This initialization is part of the AICPU handshake (step 3 above) and ensures the semaphore IDs (0-15) are correctly mapped to hardware registers for the assigned cluster.

A3 FFTS Scheduler and Logical Cluster Setup

Current TPUSH/TPOP Implementation on A3

The A3 TPUSH/TPOP implementation relies on FFTS cross-core synchronization features. During mixed kernel kickstart, the FFTS hardware establishes a logical cluster through the block scheduler.

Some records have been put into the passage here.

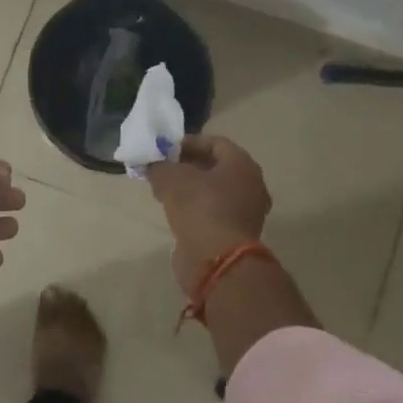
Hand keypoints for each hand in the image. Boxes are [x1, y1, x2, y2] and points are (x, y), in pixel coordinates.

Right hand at [146, 135, 271, 293]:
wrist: (216, 260)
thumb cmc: (199, 208)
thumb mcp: (171, 178)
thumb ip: (159, 166)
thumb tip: (152, 164)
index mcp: (242, 165)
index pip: (215, 143)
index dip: (188, 143)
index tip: (165, 150)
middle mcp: (251, 185)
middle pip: (216, 167)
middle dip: (188, 165)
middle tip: (163, 168)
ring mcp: (246, 212)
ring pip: (215, 191)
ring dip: (191, 188)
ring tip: (164, 190)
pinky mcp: (236, 234)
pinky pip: (214, 211)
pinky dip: (196, 208)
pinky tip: (174, 211)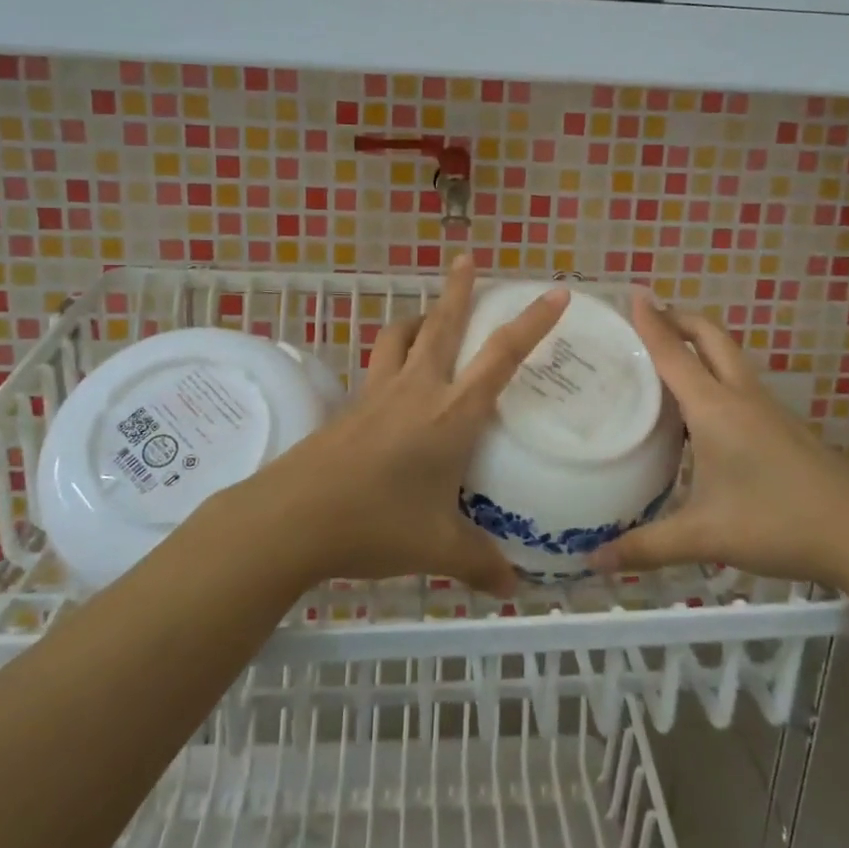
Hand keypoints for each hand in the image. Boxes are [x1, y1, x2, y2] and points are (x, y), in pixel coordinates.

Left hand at [247, 256, 567, 595]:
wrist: (293, 518)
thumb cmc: (376, 523)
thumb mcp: (437, 547)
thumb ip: (480, 564)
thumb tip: (513, 590)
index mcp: (451, 413)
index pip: (501, 356)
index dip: (532, 322)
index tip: (555, 293)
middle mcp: (417, 390)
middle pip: (442, 324)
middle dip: (459, 289)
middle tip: (467, 258)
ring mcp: (378, 394)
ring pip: (400, 337)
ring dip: (418, 318)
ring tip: (430, 316)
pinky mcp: (350, 407)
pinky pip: (377, 367)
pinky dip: (392, 357)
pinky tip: (393, 381)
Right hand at [589, 294, 848, 585]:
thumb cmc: (778, 522)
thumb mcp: (705, 537)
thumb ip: (647, 547)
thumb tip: (595, 563)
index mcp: (715, 409)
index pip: (674, 353)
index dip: (651, 322)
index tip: (633, 293)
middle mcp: (741, 397)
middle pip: (710, 337)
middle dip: (680, 319)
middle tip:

Logical-to-Physical Core Mapping

The FFTS hardware builds the logical-to-physical core mapping at task launch time:

  1. Block ID → Physical Cube Core: The block scheduler assigns a physical AIC core to each logical block.

  2. Subblock ID → Physical Vector Core: Each subblock (0, 1) maps to a physical AIV core that becomes a buddy of the assigned Cube.

  3. Intra-cluster sync resolution: The FFTS hardware resolves all intra-cluster synchronization and communication paths based on this mapping.


Appendix A: Generic Core ID-Based CVID Computation

Note: This appendix documents the generic implementation used for block_dim > num_cores SIMD mode. Not recommended for PyPTO with MPMD AICPU runtime — use the logical block_idx approach described in the main document instead.

Constants Reference

Constant A5 Value A2A3 Value Description
CORE_PER_DIE 18 25 Clusters per die
AIV_RATIO 2 2 Vector cores per Cube
AIC_AIV_PER_DIE 54 75 Total cores per die (AIC + AIV)
SEMAPHORE_IDS 16 16 Semaphore IDs per cluster
TPUSH_TPOP_SEMA_IDS 4 4 IDs used for CV bidirectional comm
SEMA_BITS 4 4 Bits per semaphore (0-15 slots)
CV_MAX_CORES 36 25 Max clusters supported

This section documents the generic implementation that computes cluster ID from physical core ID. This is provided as a fallback for scenarios where block_dim > num_cores (SIMD over-subscription) or when direct block_idx mapping is not available.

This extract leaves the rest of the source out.